I'm glad that the first time I fired up BMW's X5 sport utility vehicle I had to back out of a parking space, because it made me pay attention to the shift pattern of the five-speed manual transmission, which places reverse in the position reserved for first gear in most cars — upper left.
Even so, I caught reverse rather than first gear a couple of times while waiting for a red light but managed to stop before plowing into the car behind me. I've driven other cars, mostly German I think, with that shift pattern, but usually there is a lockout device such as a push button or the requirement that one push down hard on the shifter to access reverse.
I soon acclimated to this unusual arrangement and stopped pulling the shifter quite as far left and up when I wanted first gear, and it ceased to be a problem. Eventually, I even decided it was a more convenient pattern than the usual down-right position, where the backwards gear resides in most vehicles.
But I doubt many X5 buyers will opt for the self-shifter, anyway. Bavarian Motor Works, builder of "The Ultimate Driving Machine," is the only mainstream luxury carmaker that sells a fairly high percentage of its pricey rides with manual transmissions, but the X5 sport-utility seems an unlikely candidate for this market niche.
Add in a very stiff clutch pedal, and you have a car that is difficult to drive smoothly, especially from a dead stop.
The mom of one of my daughter's friends recently traded her Lincoln Navigator for an X5, and while she appreciates the nimbleness of the Bimmer over the riverboat handling of the Navigator, she wasn't about to forsake the convenience of an automatic transmission (BMW's Steptronic "manumatic").
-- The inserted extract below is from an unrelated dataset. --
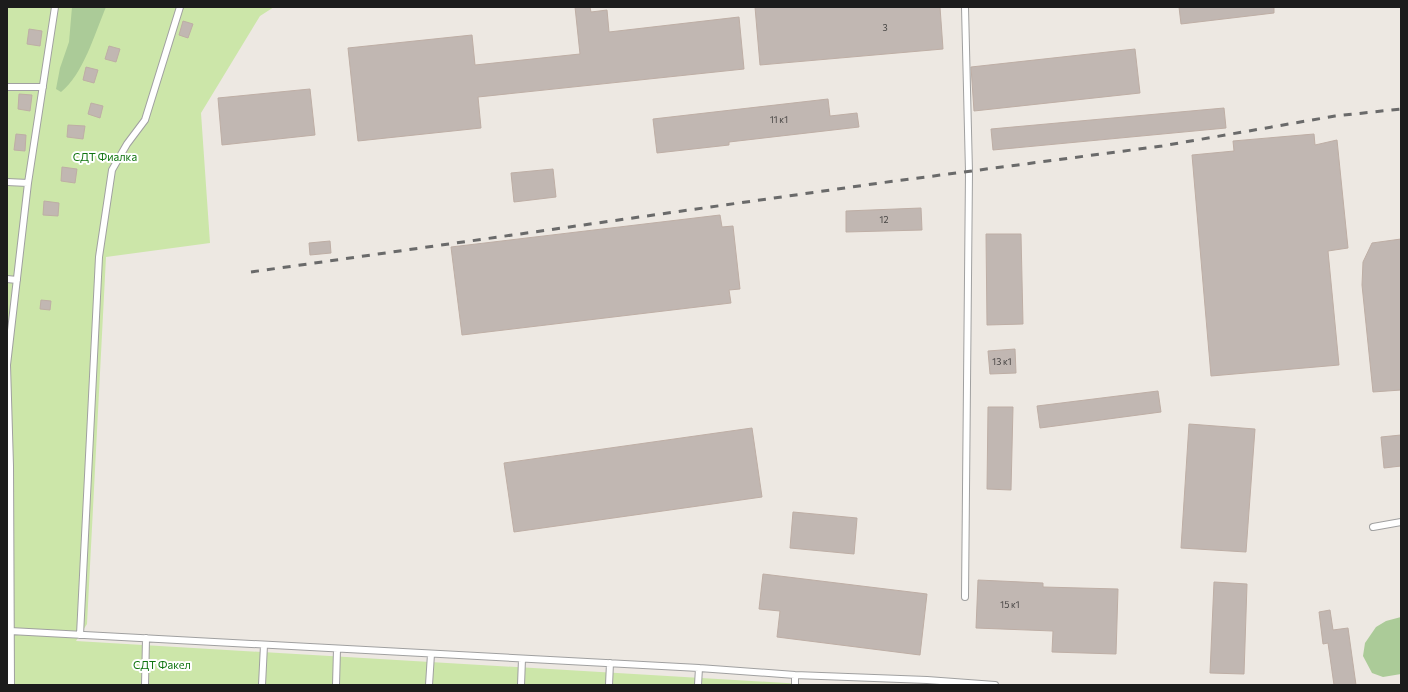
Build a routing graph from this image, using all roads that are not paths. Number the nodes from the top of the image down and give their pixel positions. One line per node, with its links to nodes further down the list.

I imagine most buyers of this elegant SUV will feel much the same.
Incidentally, BMW wants us to call it an SAV for "sports activity vehicle," but that's not going to fly. Maybe they just can't bear the thought of the "U" word being associated with one of their machines, utility sounding so proletarian.
I still haven't gotten used to the idea of a BMW sport-ute since the X5 was introduced last year. The world really didn't need another SUV, especially another ultra-pricey one. But arch-rival Mercedes-Benz has had great success with its M-Class utes and Lexus with its RX300 (which the X5 resembles), so the folks in Munich felt they needed to fill that gap in their lineup.
Although BMW is best known for its sport sedans, the X5 meets the current criteria for sport-utilities, especially those based on automobile chassis rather than truck underpinnings: all-wheel-drive, meaty tires, higher road clearance, higher seating position, fold-down rear seats and a hatchback for greater cargo capacity (the "utility" in sport-utility).
All we need now is for Porsche to bring its long-rumored SUV to market for the circle — or betrayal, as the faithful view it — to be closed and function to have triumphed over form for all but the low-volume niche manufacturers such as Ferrari and Jaguar. (Can you even imagine a Ferrari SUV? Neither can I.)
So-called driving "enthusiasts," as they are known in the motoring press, will never embrace SUVs because putting a car up on its tippy-toes compromises handling, which is why most race cars are built so low to the ground. The X5 may be surer on its feet than other sport-utes, but I disagree with Motor Trend's assessment that it doesn't sacrifice "one iota of driving excitement."
The X5 can be had with a 282-horsepower, 4.4-liter V-8 engine, but it adds $10,500 to the base price, and since every person I know has been rendered considerably poorer over the past 13 months of stock market mayhem, I imagine most X5 buyers will settle for the 225-horsepower 3.0-liter in-line six-cylinder powerplant found in my test vehicle and new for the 2001 model year (only the V-8 was available last year).
Not that the six-pack turns the X5 into a Blue Light Special. My tester was base-priced at $38,900, but a "premium package" (power sunroof, power front seats, wood interior trim, leather seats), a CD player and destination charges pushed the bottom line to $42,620. On the other hand, that's $11,515 less than the V-8-powered X5 I reviewed a year ago. (Somebody call Alan Greenspan. We may have discovered a new economic indicator: the recessionary BMW.)
Fuel mileage is rated at 15 mpg in city driving and 20 mpg on the highway for the manual-shift version. Add the automatic and that will drop a bit. Opt for the V-8 and you're down to 13/17 mpg. Premium fuel only, of course.